While we have made tremendous strides in diversity and inclusion, particularly in the last six years, now is the time for us to take this work to the next level. Staff, faculty and students across campus are facilitating these efforts. Two recent examples:
- The National Science Foundation ADVANCE program has awarded a nearly $1 million grant to Drs. Jennifer Burris, Andrew Bellemer, Brooke Hester, Claudia Cartaya-Marin and myself to implement the ADVANCE APPALACHIAN program, which is designed to help increase the representation and advancement of women and women from underrepresented populations in STEM (science, technology, engineering, and mathematics). You can learn more here.

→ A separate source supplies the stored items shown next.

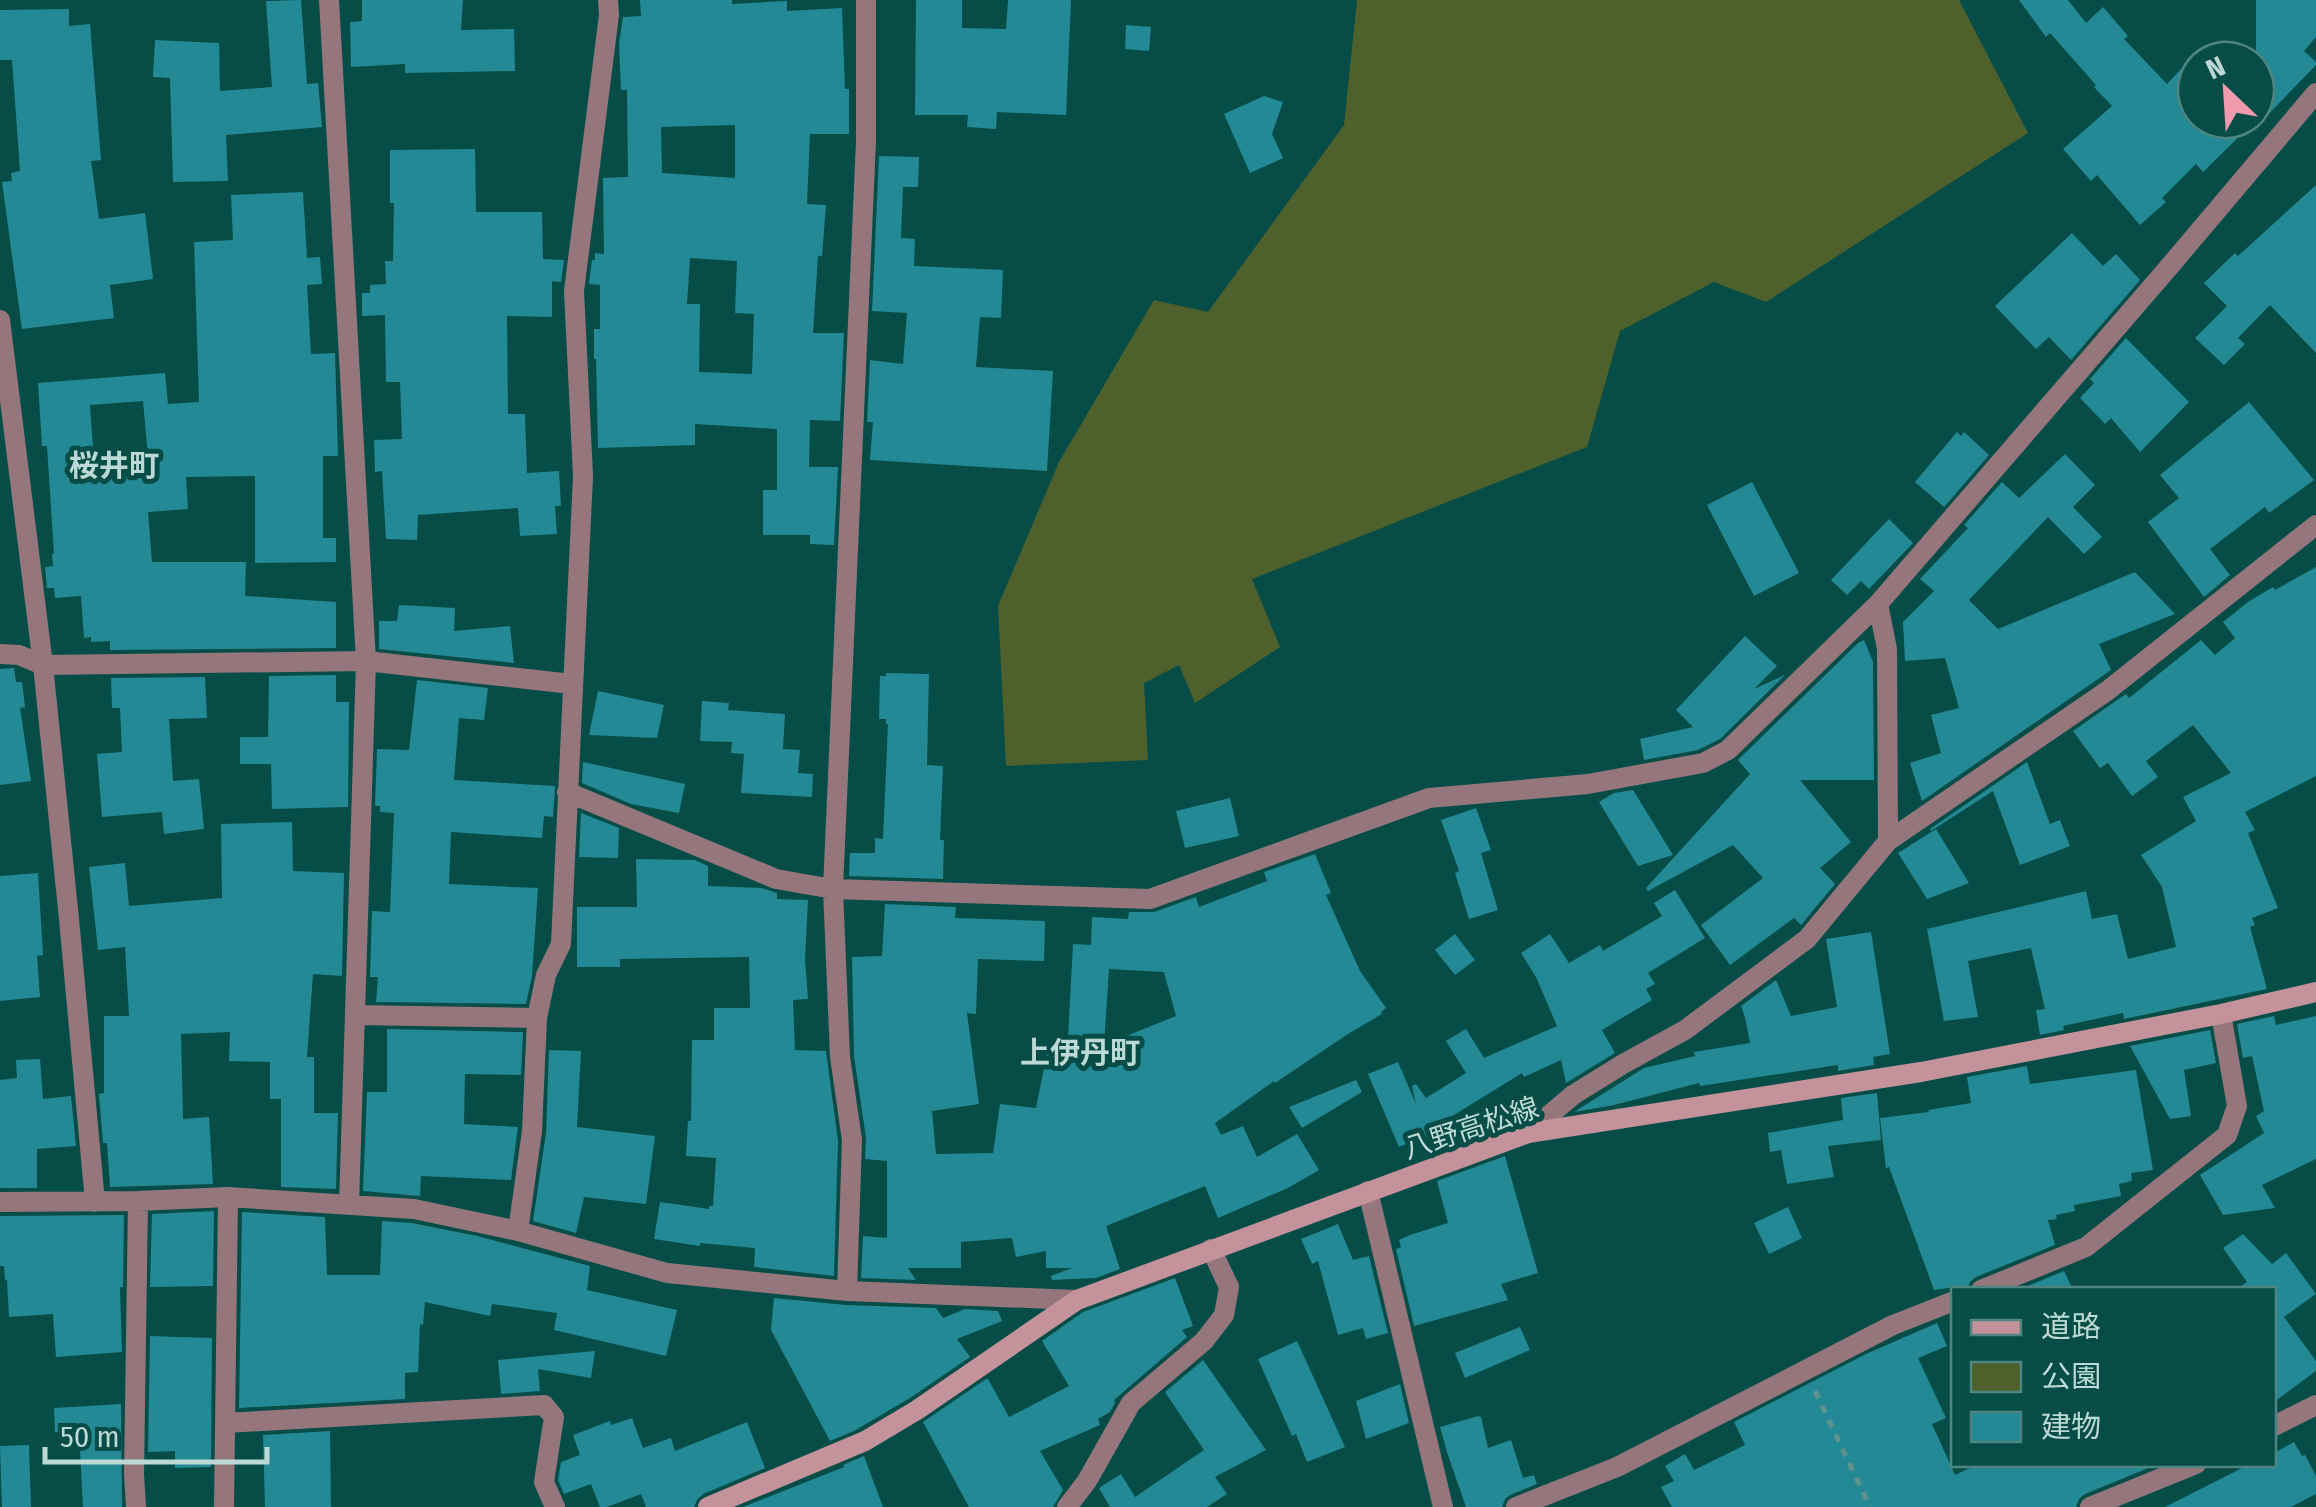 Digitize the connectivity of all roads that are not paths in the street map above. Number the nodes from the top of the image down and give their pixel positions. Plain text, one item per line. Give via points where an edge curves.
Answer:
1 (330, 0) edge
2 (608, 0) edge
3 (866, 0) edge
4 (2316, 92) edge
5 (0, 320) edge
6 (2316, 524) edge
7 (1878, 604) junction
8 (0, 654) edge
9 (366, 661) junction
10 (43, 664) junction
11 (572, 684) junction
12 (567, 792) junction
13 (1888, 841) junction
14 (833, 889) junction
15 (2316, 992) edge
16 (2222, 1014) junction
17 (355, 1015) junction
18 (537, 1018) junction
19 (1528, 1133) junction
20 (1368, 1190) junction
21 (228, 1196) junction
22 (138, 1201) junction
23 (0, 1202) edge
24 (95, 1202) junction
25 (350, 1205) junction
26 (518, 1232) junction
27 (1211, 1249) junction
28 (1988, 1287) edge
29 (847, 1290) junction
30 (1077, 1300) junction
31 (1951, 1301) edge
32 (2316, 1405) edge
33 (225, 1423) junction
34 (2276, 1425) edge
35 (2189, 1467) edge
36 (136, 1507) edge
37 (224, 1507) edge
38 (555, 1507) edge
39 (708, 1507) edge
40 (1067, 1507) edge
41 (1443, 1507) edge
42 (1516, 1507) edge
43 (2090, 1507) edge

1 - 9 street
2 - 11 street via 574,291 583,476
3 - 14 street via 866,142
4 - 7 street
5 - 10 street
6 - 13 street via 2107,691
7 - 13 street via 1887,649
7 - 14 street via 1728,750 1703,763 1588,784 1429,798 1150,900
8 - 10 street
9 - 10 street
9 - 11 street
9 - 17 street
10 - 24 street
11 - 12 street
12 - 14 street via 776,879
12 - 18 street via 561,944
13 - 19 street via 1807,939 1685,1030 1573,1095
14 - 29 street via 840,1057 852,1140
15 - 16 main road, 八野高松線
16 - 19 main road, 八野高松線 via 1921,1072
16 - 28 street via 2238,1106 2227,1135 2086,1247
17 - 18 street
17 - 25 street
18 - 26 street via 532,1131
19 - 20 main road, 八野高松線
20 - 27 main road, 八野高松線
20 - 41 street
21 - 22 street
21 - 25 street
21 - 33 street
22 - 24 street
22 - 36 street
23 - 24 street
25 - 26 street via 414,1209
26 - 29 street via 668,1273
27 - 30 main road, 八野高松線
27 - 40 street via 1229,1287 1224,1316 1132,1403
29 - 30 street
30 - 39 main road, 八野高松線 via 865,1440
31 - 42 street via 1617,1467
32 - 34 street
33 - 37 street
33 - 38 street via 544,1405 554,1418 544,1482
35 - 43 street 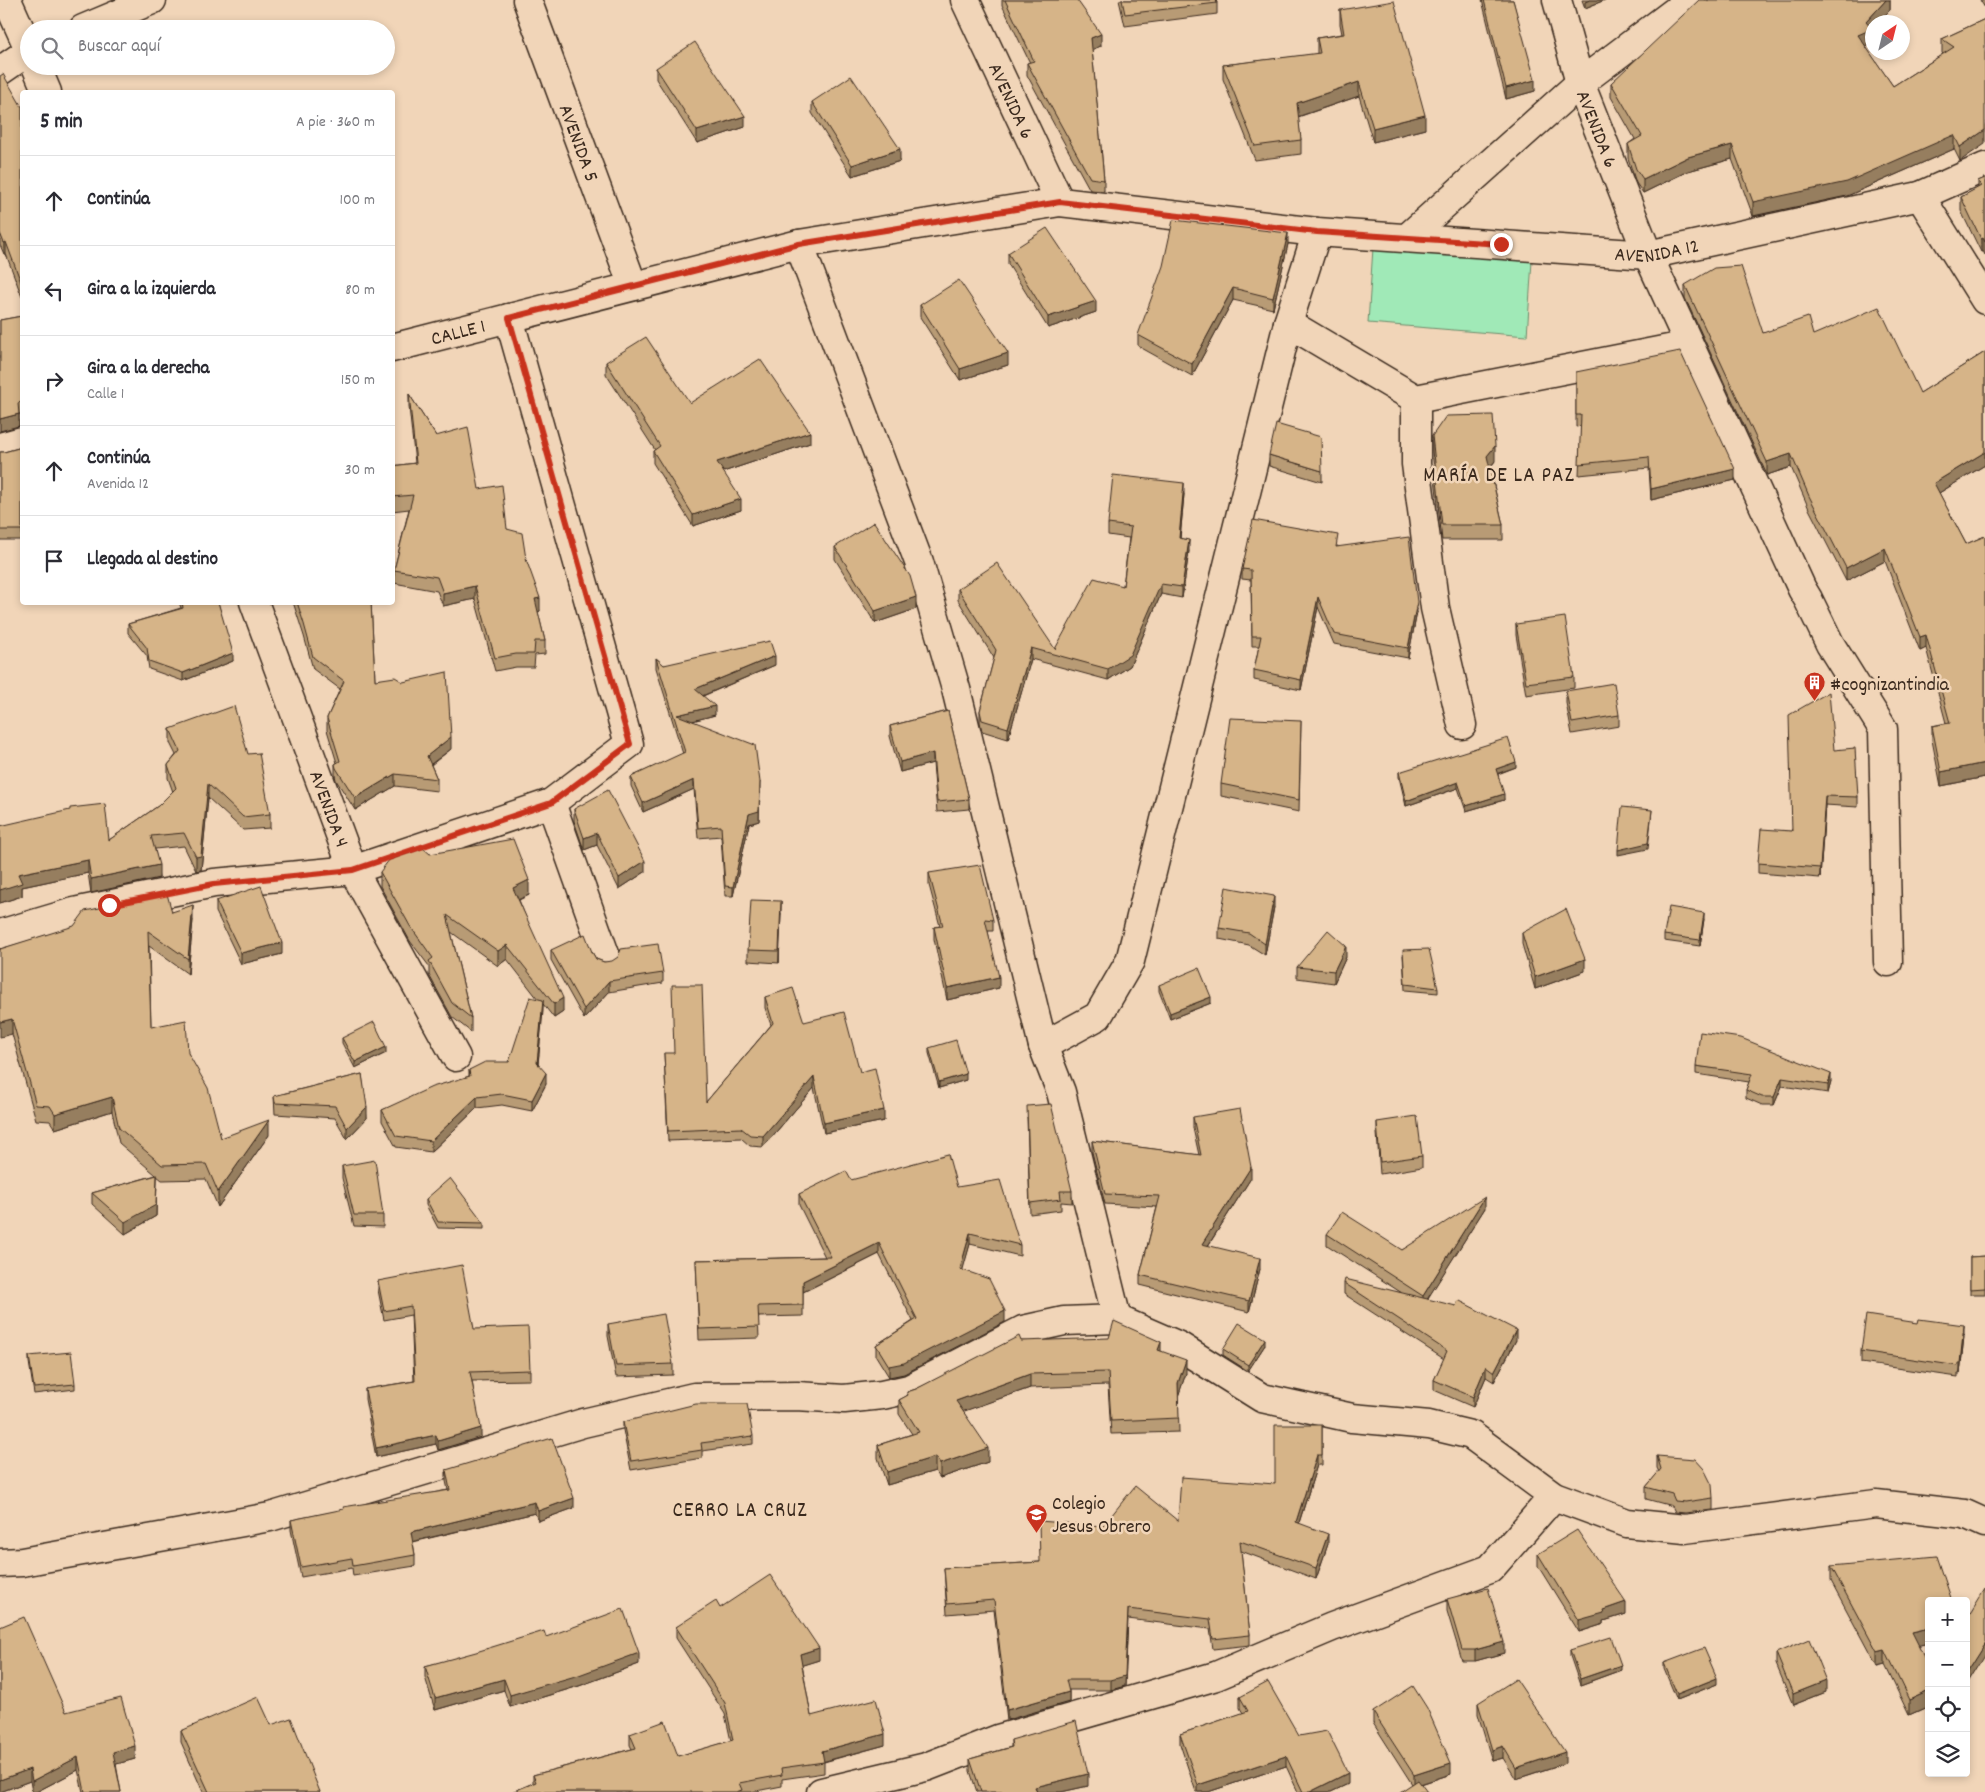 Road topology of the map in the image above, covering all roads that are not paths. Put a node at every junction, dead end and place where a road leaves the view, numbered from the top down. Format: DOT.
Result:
graph roads {
  1 [pos="7,0"];
  2 [pos="152,0"];
  3 [pos="527,0"];
  4 [pos="965,0"];
  5 [pos="1557,0"];
  6 [pos="1690,0"];
  7 [pos="104,20"];
  8 [pos="20,30"];
  9 [pos="20,57"];
  10 [pos="0,71"];
  11 [pos="40,75"];
  12 [pos="1580,83"];
  13 [pos="46,90"];
  14 [pos="1985,167"];
  15 [pos="1920,196"];
  16 [pos="1060,202"];
  17 [pos="1317,232"];
  18 [pos="1408,237"];
  19 [pos="799,244"];
  20 [pos="1648,255"];
  21 [pos="634,286"];
  22 [pos="1985,300"];
  23 [pos="509,318"];
  24 [pos="1288,323"];
  25 [pos="1689,345"];
  26 [pos="395,347"];
  27 [pos="1416,399"];
  28 [pos="20,442"];
  29 [pos="0,447"];
  30 [pos="255,605"];
  31 [pos="1462,725"];
  32 [pos="551,803"];
  33 [pos="353,870"];
  34 [pos="0,934"];
  35 [pos="606,957"];
  36 [pos="1888,962"];
  37 [pos="1043,1046"];
  38 [pos="456,1057"];
  39 [pos="1117,1319"];
  40 [pos="1554,1496"];
  41 [pos="1985,1523"];
  42 [pos="0,1563"];
  43 [pos="852,1788"];
  44 [pos="821,1792"];
  1 -- 8 [label="street"];
  2 -- 7 [label="street"];
  3 -- 21 [label="street, AVENIDA 5"];
  4 -- 16 [label="street, AVENIDA 6"];
  5 -- 12 [label="street, AVENIDA 6"];
  6 -- 12 [label="street"];
  9 -- 10 [label="street"];
  11 -- 13 [label="street"];
  12 -- 18 [label="street"];
  12 -- 20 [label="street, AVENIDA 6"];
  14 -- 15 [label="street, AVENIDA 12"];
  15 -- 20 [label="street, AVENIDA 12"];
  15 -- 22 [label="street"];
  16 -- 17 [label="street, CALLE 1"];
  16 -- 19 [label="street, CALLE 1"];
  17 -- 18 [label="street, AVENIDA 12"];
  17 -- 24 [label="street"];
  18 -- 20 [label="street, AVENIDA 12"];
  19 -- 21 [label="street, CALLE 1"];
  19 -- 37 [label="street"];
  20 -- 25 [label="street, AVENIDA 6"];
  21 -- 23 [label="street, CALLE 1"];
  23 -- 26 [label="street, CALLE 1"];
  23 -- 32 [label="street"];
  24 -- 27 [label="street"];
  24 -- 37 [label="street"];
  25 -- 27 [label="street"];
  25 -- 36 [label="street, AVENIDA 6"];
  27 -- 31 [label="street"];
  28 -- 29 [label="street"];
  30 -- 33 [label="street, AVENIDA 4"];
  32 -- 33 [label="street"];
  32 -- 35 [label="street"];
  33 -- 34 [label="street"];
  33 -- 38 [label="street, AVENIDA 4"];
  37 -- 39 [label="street"];
  39 -- 40 [label="street"];
  39 -- 42 [label="street"];
  40 -- 41 [label="street"];
  40 -- 43 [label="street"];
  43 -- 44 [label="street"];
}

- The Career Development Center is dedicated to assisting students from underrepresented groups as they consider how their career and professional paths relate to their diverse identities. To help with this process, the staff has aggregated various resources and links — ranging from lists of diversity-friendly and multicultural employers, to job and internship opportunities — for students of color, student veterans, students with diverse abilities and members of the LGBTQ+ community. The Career Development Center also has career coaches available to meet with individuals or with groups, and it actively seeks input and feedback from students about how its programming meets their needs. You can learn more here.
The UNC System continues to address issues of race and equity among its institutions. The UNC System Racial Equity Task Force — a special committee established by the UNC Board of Governors — developed a survey that received more than 16,000 submissions across the UNC System last month, and they are hosting a series of virtual town hall meetings for faculty, staff and students at UNC System institutions through Oct. 29. Registration links are available here.
Meetings with the BlackatAppState Collective continue. During two meetings in September, we discussed in detail each of the identified diversity and inclusion initiatives, which reflect the BlackAtAppState Collective’s list of demands as well as existing and additional university initiatives. Thank you to the members of the Collective for sharing your vision for how these changes will help shape our campus culture. During our most recent meeting on Oct. 8, we created a permanent steering committee to lead the review and reporting of work completed toward these initiatives. We identified nine individuals to sit on the committee — three representatives from the BlackAtAppState Collective, three black student-athletes and three App State leaders including myself, Vice Chancellor for Student Affairs J.J. Brown and Interim Provost Heather Norris. We will meet monthly to review work completed by various campus units and then, on a monthly basis, we will present reports to the full Accountability Team for feedback.
I know what it is like to feel the call to create change. Through my tenure at Appalachian — as a student, an alumnus, a staff member and a faculty member — I was involved in founding the Black Student Association, Black Faculty and Staff Association and Appalachian Gospel Choir, and in bringing Black Greek life to our campus. In those days, I would not have guessed I would become the university’s executive-level diversity and inclusion strategist. I want to thank the leaders of these organizations, and other groups focused on helping marginalized populations, for continuing the important work done by those who came before all of us, and for fostering this progress and taking it to the next level on our campus. The support for this work is solid and substantial, from Chancellor Everts and her cabinet, and throughout the leadership levels at App State.
We are charting the course for future generations of Mountaineers, and I’m proud to work alongside all of you.